Studs Terkel Nothing, nothing violent about that at all, is there?
Allen Ginsberg Well, it sets up a very definite vibe of a certain calming the scene, particularly if you can get a mob to be chanting, though I -- my great mistake that, that convention, which I corrected at the 1972 Miami tear gas convention, was shifting the mantra from "Om," which was relatively alien and foreign as a sound to something more American. A single word mantra, "Ah." So you can do, "Ahhhhh," or "Ah"
Studs Terkel What was the mistake?
Allen Ginsberg Well, "Om" was too alien, too foreign
Studs Terkel Oh, I see, "Ah" is better.
Allen Ginsberg "Ah" is a sort of a purification of speech and appreciation of the space. "Om" is too enclosed, you sort of close the eye and do mystical, "Ah" is open and sort of like open-eyed, and everybody can say, "Ah."
Studs Terkel Since Allen has brought up the subject of mantras and the harmonium, there's an early British and later American instrument -- The idea of many cultures are involved, the impact of the East upon Western technology has also had an impact on your writings, hasn't it, Bill? And Allen,
William Burroughs Well, certainly I think more impact on Allen's writing than on mine.
Allen Ginsberg But in yours, you lived a long time in North Africa.
William Burroughs Oh, yes. Yes, I did indeed. Yes, I did, and I've been very much influenced by my experience there, by Moroccan music, and, um, the whole Arab, the whole Arab culture.
Studs Terkel Could I ask this question of Bill Burroughs? What is that led you? This is a tough one. Bill Burroughs of St. Louis, of a rather wealthy background, IBM, yourself, led you not somebody's writing but to that area, to the North African quote unquote exotic area, away from what could be a much more conventional life.

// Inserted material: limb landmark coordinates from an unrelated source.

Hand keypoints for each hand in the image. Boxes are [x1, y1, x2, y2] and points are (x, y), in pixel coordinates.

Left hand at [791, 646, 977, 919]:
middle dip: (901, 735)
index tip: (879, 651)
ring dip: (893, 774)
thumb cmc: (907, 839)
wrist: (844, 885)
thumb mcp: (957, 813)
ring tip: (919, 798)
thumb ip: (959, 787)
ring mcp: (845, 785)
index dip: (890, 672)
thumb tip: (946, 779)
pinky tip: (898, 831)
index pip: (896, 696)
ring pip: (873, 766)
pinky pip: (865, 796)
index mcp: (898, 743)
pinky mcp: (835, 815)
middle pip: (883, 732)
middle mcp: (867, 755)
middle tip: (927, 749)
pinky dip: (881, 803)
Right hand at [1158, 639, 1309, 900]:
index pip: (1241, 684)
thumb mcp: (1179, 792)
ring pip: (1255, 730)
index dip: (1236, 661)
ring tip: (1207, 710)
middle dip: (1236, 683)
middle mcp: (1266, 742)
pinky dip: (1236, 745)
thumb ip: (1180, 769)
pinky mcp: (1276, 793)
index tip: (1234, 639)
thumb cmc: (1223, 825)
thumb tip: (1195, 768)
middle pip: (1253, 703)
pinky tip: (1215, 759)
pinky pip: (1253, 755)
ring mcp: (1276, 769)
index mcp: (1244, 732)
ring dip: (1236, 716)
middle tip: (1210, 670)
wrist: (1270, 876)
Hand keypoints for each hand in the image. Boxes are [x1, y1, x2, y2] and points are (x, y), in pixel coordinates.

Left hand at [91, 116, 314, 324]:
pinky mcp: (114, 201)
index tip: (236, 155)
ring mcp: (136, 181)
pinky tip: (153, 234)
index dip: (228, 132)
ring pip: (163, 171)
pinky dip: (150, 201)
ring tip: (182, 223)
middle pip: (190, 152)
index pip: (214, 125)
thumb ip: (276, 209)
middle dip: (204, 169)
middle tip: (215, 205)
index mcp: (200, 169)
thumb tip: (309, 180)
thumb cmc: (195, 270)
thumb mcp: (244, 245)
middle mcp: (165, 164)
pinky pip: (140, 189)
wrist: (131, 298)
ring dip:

William Burroughs Well, the conventional life was actually not all that available to me. I graduated from Harvard during the Depression and when a Harvard degree meant very little. And while my grandfather was the inventor of the adding machine, my family got almost nothing out of it, so we were -- could never have been described as wealthy. And, um, by the time I went to North Africa, I'd already written this book "Junkie", and had the experiences that are described in there, and I was more or less should we -- can say, committed to writing. And I had read Paul Bowles' books about Tangier, and it sounded like a very fascinating place, and I must say it fully lived up to expectations when I got there.
Studs Terkel I think Bill Burroughs' book "Naked
William Burroughs I lived there for five years.
Allen Ginsberg Bill had lived in Mexico also before for a little
William Burroughs -- Yes, I lived in Mexico for about three years.
Studs Terkel "Naked Lunch" was one of the earliest, one of the most vivid, was it not, description of the nature of dope on a guy, wasn't it?
Allen Ginsberg Well, more and more the nature of addiction, but not really dope addiction, but power addiction.
Allen Ginsberg Money addiction. Uh, petrochemical addiction. Control addiction as Bill develops it in his later, later works after "The Wild Boys".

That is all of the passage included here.